• _What is required_: Your answer is to be the count alone: the number of lines in the data below where "Cherry" appears.

*** Entries shown ***

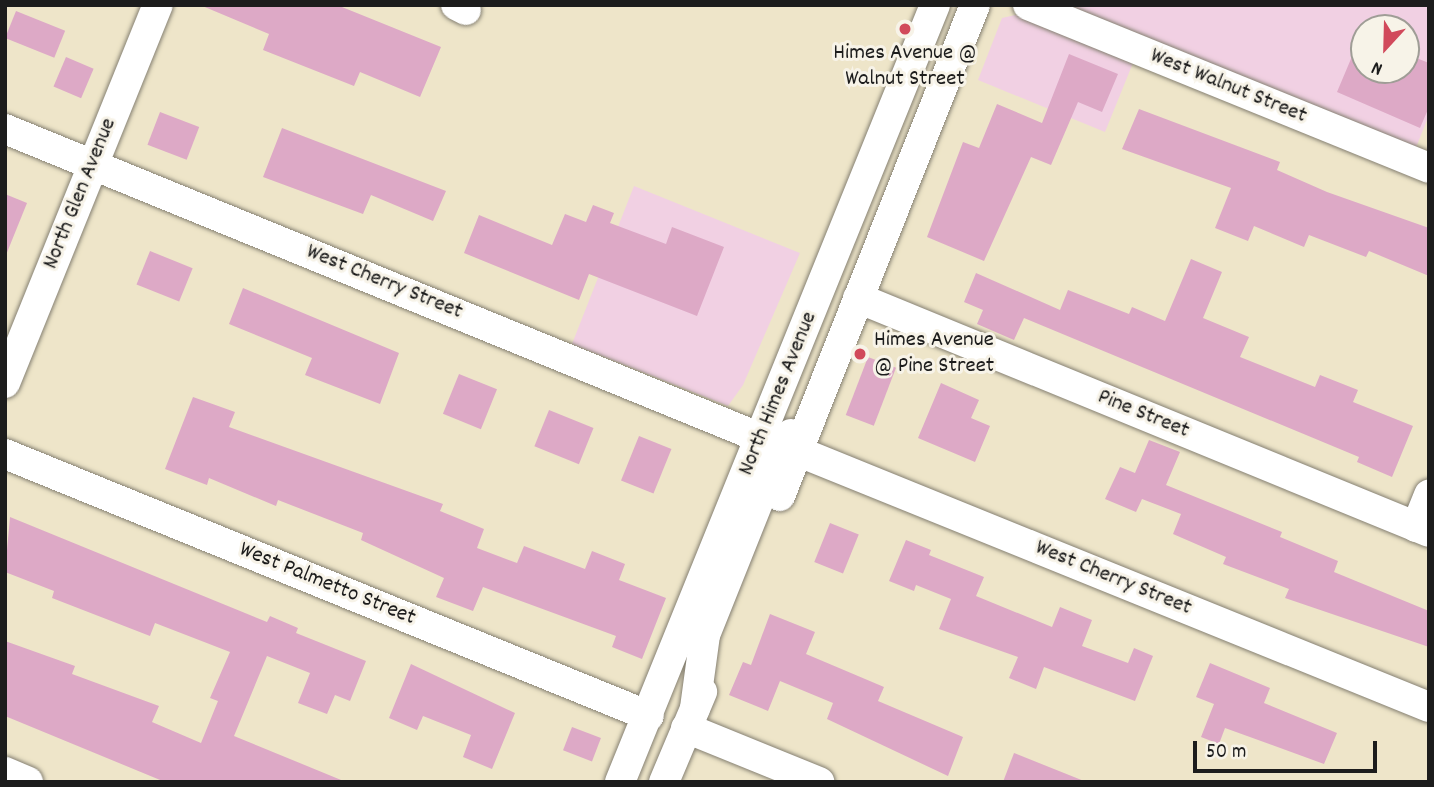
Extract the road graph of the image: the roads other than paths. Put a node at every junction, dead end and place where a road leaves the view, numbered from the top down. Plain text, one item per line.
1 (158, 5) edge
2 (935, 5) edge
3 (975, 5) edge
4 (1028, 5) edge
5 (5, 129) edge
6 (92, 163) junction
7 (1429, 169) edge
8 (858, 298) junction
9 (813, 309) junction
10 (5, 383) edge
11 (761, 438) junction
12 (797, 451) junction
13 (5, 454) edge
14 (1429, 494) edge
15 (1422, 529) edge
16 (1429, 707) edge
17 (649, 716) junction
18 (691, 718) junction
19 (5, 772) edge
20 (28, 782) edge
21 (620, 782) edge
22 (664, 782) edge
23 (819, 782) edge

1 - 6 street, North Glen Avenue
2 - 9 street, North Himes Avenue
3 - 8 street, North Himes Avenue
4 - 7 street, West Walnut Street
5 - 6 street, West Cherry Street
6 - 10 street, North Glen Avenue
6 - 11 street, West Cherry Street
8 - 12 street, North Himes Avenue
8 - 15 street, Pine Street
9 - 11 street, North Himes Avenue
9 - 12 street
11 - 17 street, North Himes Avenue
11 - 18 street
12 - 16 street, West Cherry Street
12 - 18 street, North Himes Avenue
13 - 17 street, West Palmetto Street
14 - 15 street
17 - 21 street, North Himes Avenue
18 - 22 street, North Himes Avenue
18 - 23 street
19 - 20 street

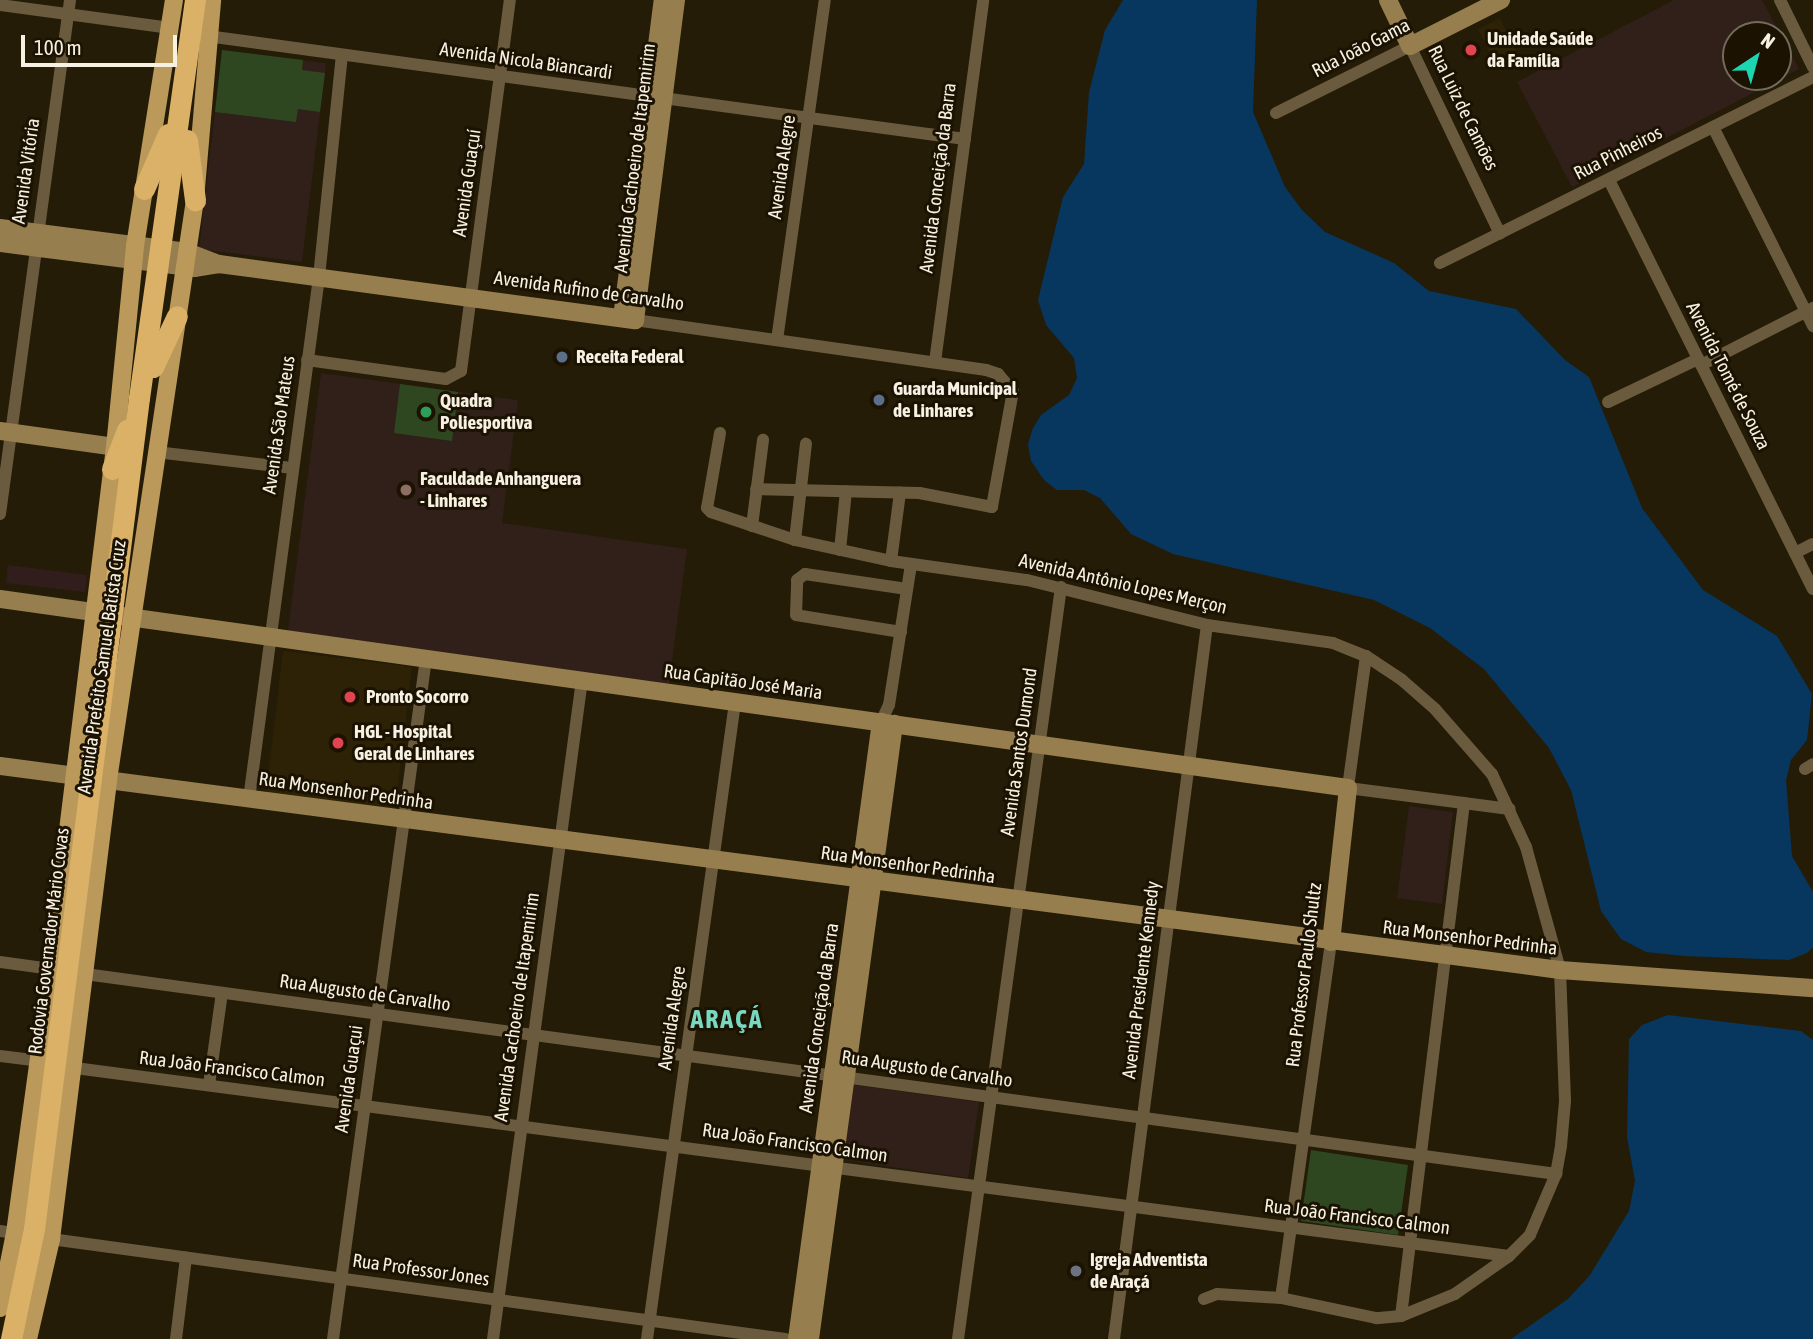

***

• _Completed task_: 3